Mr. Bezos said in a post to Medium.com that the threats from American Media Inc. demanded that he vindicate the Enquirer’s coverage as politically unmotivated, contrary to investigations by the Post.
“I was made an offer I couldn’t refuse. Or at least that’s what the top people at the National Enquirer thought. I’m glad they thought that, because it emboldened them to put it all in writing. Rather than capitulate to extortion and blackmail, I’ve decided to publish exactly what they sent me, despite the personal cost and embarrassment they threaten,” Mr. Bezos wrote.
According to Mr. Bezos’s account, the Enquirer and his lawyers are engaged in a dispute over texts and photos that show an adulterous affair with a woman named Lauren Sanchez.
The Enquirer argues that the photos are newsworthy and thus can be published despite copyright laws because, in Mr. Bezos’s words, “the photos are necessary to show Amazon shareholders that my business judgment is terrible.”
On Tuesday, according to Mr. Bezos, AMI lawyer Dylan Howard send a note marked “CONFIDENTIAL & NOT FOR DISTRIBUTION” to Bezos lawyer Martin Singer.
“I wanted to describe to you the photos obtained during our newsgathering … It would give no editor pleasure to send this email. I hope common sense can prevail — and quickly,” Mr. Howard wrote.
The note says that “in addition to the ‘below the belt selfie — otherwise colloquially known as a “d*ck pick”‘ — The Enquirer obtained a further nine images,” which the note went on to detail.
Among the images are one of a nude Mr. Bezos where the Enquirer pointedly notes Mr. Bezos is wearing his wedding ring. At least two of the other photos are suggestive ones of Ms. Sanchez.

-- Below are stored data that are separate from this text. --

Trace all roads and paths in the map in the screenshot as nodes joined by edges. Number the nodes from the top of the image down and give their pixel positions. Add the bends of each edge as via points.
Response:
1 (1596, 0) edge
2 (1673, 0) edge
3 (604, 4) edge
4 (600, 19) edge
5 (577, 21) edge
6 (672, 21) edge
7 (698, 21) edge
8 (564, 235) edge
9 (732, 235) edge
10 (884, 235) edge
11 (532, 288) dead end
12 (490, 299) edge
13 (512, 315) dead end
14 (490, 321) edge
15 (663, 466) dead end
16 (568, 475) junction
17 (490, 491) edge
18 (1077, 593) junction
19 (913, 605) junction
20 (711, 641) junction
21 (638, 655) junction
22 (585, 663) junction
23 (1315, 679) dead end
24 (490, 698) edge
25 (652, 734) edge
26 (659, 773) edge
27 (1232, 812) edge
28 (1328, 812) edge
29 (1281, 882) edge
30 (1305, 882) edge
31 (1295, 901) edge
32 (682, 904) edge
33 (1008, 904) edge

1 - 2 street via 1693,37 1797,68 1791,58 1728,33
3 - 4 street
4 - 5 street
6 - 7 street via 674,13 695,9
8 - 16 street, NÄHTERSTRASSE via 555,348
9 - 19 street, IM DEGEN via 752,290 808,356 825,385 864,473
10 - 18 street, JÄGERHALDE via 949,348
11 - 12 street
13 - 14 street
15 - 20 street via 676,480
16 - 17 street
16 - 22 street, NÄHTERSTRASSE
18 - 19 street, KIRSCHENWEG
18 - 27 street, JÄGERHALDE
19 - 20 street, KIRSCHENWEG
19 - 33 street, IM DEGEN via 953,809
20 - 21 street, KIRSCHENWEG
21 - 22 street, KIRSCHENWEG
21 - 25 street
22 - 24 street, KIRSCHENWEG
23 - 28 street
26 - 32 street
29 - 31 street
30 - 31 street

“Well, that got my attention,” Mr. Bezos responded. “But not in the way they likely hoped. Any personal embarrassment AMI could cause me takes a back seat because there’s a much more important matter involved here. If in my position I can’t stand up to this kind of extortion, how many people can?”

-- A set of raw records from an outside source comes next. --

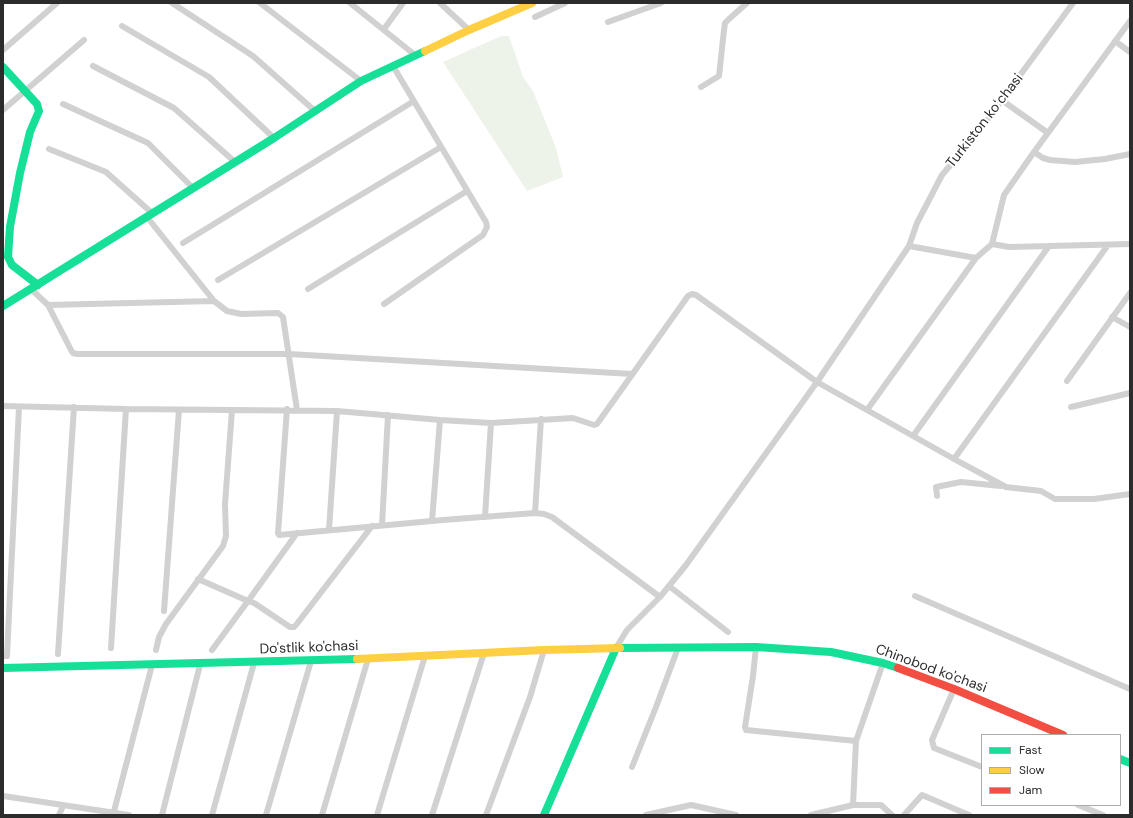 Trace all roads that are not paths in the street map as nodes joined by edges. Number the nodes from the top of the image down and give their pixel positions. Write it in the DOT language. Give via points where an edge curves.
graph roads {
  1 [pos="57,3"];
  2 [pos="172,3"];
  3 [pos="260,3"];
  4 [pos="350,3"];
  5 [pos="403,3"];
  6 [pos="440,3"];
  7 [pos="531,3"];
  8 [pos="565,3"];
  9 [pos="661,3"];
  10 [pos="747,3"];
  11 [pos="1073,3"];
  12 [pos="535,17"];
  13 [pos="1130,21"];
  14 [pos="608,22"];
  15 [pos="122,26"];
  16 [pos="384,29"];
  17 [pos="469,30"];
  18 [pos="84,40"];
  19 [pos="1115,41"];
  20 [pos="3,50"];
  21 [pos="1130,52"];
  22 [pos="415,55"];
  23 [pos="93,66"];
  24 [pos="393,66"];
  25 [pos="3,67"];
  26 [pos="361,81"];
  27 [pos="700,87"];
  28 [pos="25,91"];
  29 [pos="414,101"];
  30 [pos="1003,101"];
  31 [pos="63,104"];
  32 [pos="3,110"];
  33 [pos="315,111"];
  34 [pos="1048,133"];
  35 [pos="274,138"];
  36 [pos="441,147"];
  37 [pos="49,149"];
  38 [pos="1034,152"];
  39 [pos="1130,154"];
  40 [pos="235,162"];
  41 [pos="193,188"];
  42 [pos="468,191"];
  43 [pos="150,215"];
  44 [pos="183,243"];
  45 [pos="992,244"];
  46 [pos="1130,244"];
  47 [pos="1108,245"];
  48 [pos="909,246"];
  49 [pos="1049,246"];
  50 [pos="976,258"];
  51 [pos="218,280"];
  52 [pos="34,287"];
  53 [pos="308,288"];
  54 [pos="1130,293"];
  55 [pos="214,301"];
  56 [pos="384,304"];
  57 [pos="48,305"];
  58 [pos="3,306"];
  59 [pos="1112,317"];
  60 [pos="1130,327"];
  61 [pos="289,354"];
  62 [pos="632,374"];
  63 [pos="1067,381"];
  64 [pos="816,382"];
  65 [pos="1130,393"];
  66 [pos="3,406"];
  67 [pos="19,407"];
  68 [pos="74,407"];
  69 [pos="1070,407"];
  70 [pos="126,409"];
  71 [pos="179,410"];
  72 [pos="232,410"];
  73 [pos="287,410"];
  74 [pos="297,410"];
  75 [pos="867,410"];
  76 [pos="337,411"];
  77 [pos="388,415"];
  78 [pos="541,419"];
  79 [pos="440,420"];
  80 [pos="491,423"];
  81 [pos="913,436"];
  82 [pos="954,459"];
  83 [pos="1006,487"];
  84 [pos="1130,494"];
  85 [pos="937,496"];
  86 [pos="535,513"];
  87 [pos="485,517"];
  88 [pos="432,521"];
  89 [pos="382,525"];
  90 [pos="372,526"];
  91 [pos="329,530"];
  92 [pos="297,533"];
  93 [pos="198,578"];
  94 [pos="668,586"];
  95 [pos="660,596"];
  96 [pos="915,596"];
  97 [pos="248,601"];
  98 [pos="164,611"];
  99 [pos="728,632"];
  100 [pos="756,647"];
  101 [pos="111,648"];
  102 [pos="616,648"];
  103 [pos="678,648"];
  104 [pos="156,650"];
  105 [pos="212,650"];
  106 [pos="544,650"];
  107 [pos="484,653"];
  108 [pos="58,654"];
  109 [pos="5,656"];
  110 [pos="426,656"];
  111 [pos="368,659"];
  112 [pos="311,661"];
  113 [pos="254,663"];
  114 [pos="882,663"];
  115 [pos="152,665"];
  116 [pos="200,665"];
  117 [pos="5,668"];
  118 [pos="954,689"];
  119 [pos="1130,689"];
  120 [pos="1061,734"];
  121 [pos="856,741"];
  122 [pos="632,767"];
  123 [pos="981,767"];
  124 [pos="3,796"];
  125 [pos="853,805"];
  126 [pos="63,806"];
  127 [pos="1080,806"];
  128 [pos="113,814"];
  129 [pos="59,815"];
  130 [pos="129,815"];
  131 [pos="162,815"];
  132 [pos="212,815"];
  133 [pos="266,815"];
  134 [pos="322,815"];
  135 [pos="377,815"];
  136 [pos="432,815"];
  137 [pos="486,815"];
  138 [pos="544,815"];
  139 [pos="646,815"];
  140 [pos="736,815"];
  141 [pos="811,815"];
  142 [pos="892,815"];
  143 [pos="904,815"];
  144 [pos="969,815"];
  145 [pos="1103,815"];
  1 -- 20 [label="street"];
  2 -- 33 [label="street" via="253,56"];
  3 -- 26 [label="street"];
  4 -- 16 [label="street"];
  5 -- 16 [label="street"];
  6 -- 17 [label="street"];
  7 -- 17 [label="street"];
  8 -- 12 [label="street"];
  9 -- 14 [label="street"];
  10 -- 27 [label="street" via="725,24 719,76"];
  11 -- 30 [label="street, Turkiston koʻchasi"];
  13 -- 19 [label="street"];
  15 -- 35 [label="street" via="209,77"];
  16 -- 22 [label="street"];
  17 -- 22 [label="street"];
  18 -- 28 [label="street"];
  19 -- 21 [label="street"];
  19 -- 34 [label="street"];
  22 -- 24 [label="street"];
  23 -- 40 [label="street" via="174,108"];
  24 -- 26 [label="street"];
  24 -- 29 [label="street"];
  25 -- 28 [label="street"];
  26 -- 33 [label="street"];
  28 -- 32 [label="street"];
  28 -- 52 [label="street" via="37,104 39,111 30,132 20,173 10,227 8,257 12,265"];
  29 -- 36 [label="street"];
  29 -- 44 [label="street"];
  30 -- 34 [label="street"];
  30 -- 48 [label="street, Turkiston koʻchasi" via="942,175 917,223"];
  31 -- 41 [label="street" via="148,143"];
  33 -- 35 [label="street"];
  34 -- 38 [label="street"];
  35 -- 40 [label="street"];
  36 -- 42 [label="street"];
  36 -- 51 [label="street"];
  37 -- 43 [label="street" via="106,172"];
  38 -- 39 [label="street" via="1043,158 1069,162"];
  38 -- 45 [label="street" via="1004,195"];
  40 -- 41 [label="street"];
  41 -- 43 [label="street"];
  42 -- 53 [label="street"];
  42 -- 56 [label="street" via="486,222 487,227 483,235"];
  43 -- 52 [label="street"];
  43 -- 55 [label="street"];
  45 -- 49 [label="street" via="1010,247"];
  45 -- 50 [label="street"];
  46 -- 47 [label="street"];
  47 -- 49 [label="street"];
  47 -- 82 [label="street"];
  48 -- 50 [label="street"];
  48 -- 64 [label="street, Turkiston koʻchasi"];
  49 -- 81 [label="street"];
  50 -- 75 [label="street"];
  52 -- 57 [label="street"];
  52 -- 58 [label="street"];
  54 -- 59 [label="street"];
  55 -- 57 [label="street"];
  55 -- 61 [label="street" via="227,311 241,314 278,313 283,317"];
  57 -- 61 [label="street" via="71,350 77,354"];
  59 -- 60 [label="street"];
  59 -- 63 [label="street"];
  61 -- 62 [label="street"];
  61 -- 74 [label="street"];
  62 -- 64 [label="street" via="692,294"];
  62 -- 78 [label="street" via="597,424 591,425 572,418"];
  64 -- 75 [label="street"];
  64 -- 94 [label="street, Turkiston koʻchasi" via="686,565"];
  65 -- 69 [label="street"];
  66 -- 67 [label="street"];
  67 -- 68 [label="street"];
  67 -- 109 [label="street"];
  68 -- 70 [label="street"];
  68 -- 108 [label="street"];
  70 -- 71 [label="street"];
  70 -- 101 [label="street"];
  71 -- 72 [label="street"];
  71 -- 98 [label="street"];
  72 -- 73 [label="street"];
  72 -- 93 [label="street" via="225,504 226,536 223,546"];
  73 -- 74 [label="street"];
  73 -- 92 [label="street" via="278,533 281,536"];
  74 -- 76 [label="street"];
  75 -- 81 [label="street"];
  76 -- 77 [label="street"];
  76 -- 91 [label="street"];
  77 -- 79 [label="street"];
  77 -- 89 [label="street"];
  78 -- 80 [label="street"];
  78 -- 86 [label="street"];
  79 -- 80 [label="street"];
  79 -- 88 [label="street"];
  80 -- 87 [label="street"];
  81 -- 82 [label="street"];
  82 -- 83 [label="street"];
  83 -- 84 [label="street" via="1041,491 1055,499 1094,499"];
  83 -- 85 [label="street" via="961,482 936,487"];
  86 -- 87 [label="street"];
  86 -- 95 [label="street" via="552,517"];
  87 -- 88 [label="street"];
  88 -- 89 [label="street"];
  89 -- 90 [label="street"];
  90 -- 91 [label="street"];
  90 -- 97 [label="street" via="294,627"];
  91 -- 92 [label="street"];
  92 -- 97 [label="street"];
  93 -- 97 [label="street"];
  93 -- 104 [label="street" via="166,624"];
  94 -- 95 [label="street, Turkiston koʻchasi"];
  94 -- 99 [label="street"];
  95 -- 102 [label="street, Turkiston koʻchasi" via="627,630"];
  96 -- 119 [label="street"];
  97 -- 105 [label="street"];
  100 -- 103 [label="street, Chinobod ko'chasi"];
  100 -- 114 [label="street, Chinobod ko'chasi" via="831,652"];
  100 -- 121 [label="street" via="746,730"];
  102 -- 103 [label="street, Chinobod ko'chasi"];
  102 -- 106 [label="street, Do'stlik ko'chasi"];
  102 -- 138 [label="street"];
  103 -- 122 [label="street"];
  106 -- 107 [label="street, Do'stlik ko'chasi"];
  106 -- 137 [label="street" via="530,697"];
  107 -- 110 [label="street, Do'stlik ko'chasi"];
  107 -- 136 [label="street"];
  109 -- 117 [label="street"];
  110 -- 111 [label="street, Do'stlik ko'chasi"];
  110 -- 135 [label="street"];
  111 -- 112 [label="street, Do'stlik ko'chasi"];
  111 -- 134 [label="street"];
  112 -- 113 [label="street, Do'stlik ko'chasi"];
  112 -- 133 [label="street"];
  113 -- 116 [label="street, Do'stlik ko'chasi"];
  113 -- 132 [label="street"];
  114 -- 118 [label="street, Chinobod ko'chasi"];
  114 -- 121 [label="street"];
  115 -- 116 [label="street, Do'stlik ko'chasi"];
  115 -- 117 [label="street, Do'stlik ko'chasi"];
  115 -- 128 [label="street"];
  116 -- 131 [label="street"];
  118 -- 120 [label="street, Chinobod ko'chasi"];
  118 -- 123 [label="street" via="932,740 934,748"];
  121 -- 125 [label="street"];
  124 -- 126 [label="street"];
  125 -- 141 [label="street"];
  125 -- 142 [label="street" via="881,805"];
  126 -- 128 [label="street"];
  126 -- 129 [label="street"];
  127 -- 145 [label="street"];
  128 -- 130 [label="street"];
  139 -- 140 [label="street" via="691,805"];
  143 -- 144 [label="street" via="922,795"];
}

Mr. Bezos, who owns The Post but does not have an editorial position, said the price the Enquirer’s lawyers were demanding was a false statement related to charges Enquirer tilts its political coverage.
According to Mr. Bezos, Enquirer owner David Pecker was most irked by the Post’s coverage of Saudi Arabia and the murder of Saudi dissident Jamal Khashoggi, who was a columnist for the Post.
“Nothing I might write here could tell the National Enquirer story as eloquently as their own words below. These communications cement AMI’s long-earned reputation for weaponizing journalistic privileges, hiding behind important protections, and ignoring the tenets and purpose of true journalism,” Mr. Bezos wrote.
He then published several more lawyers notes at end of his post.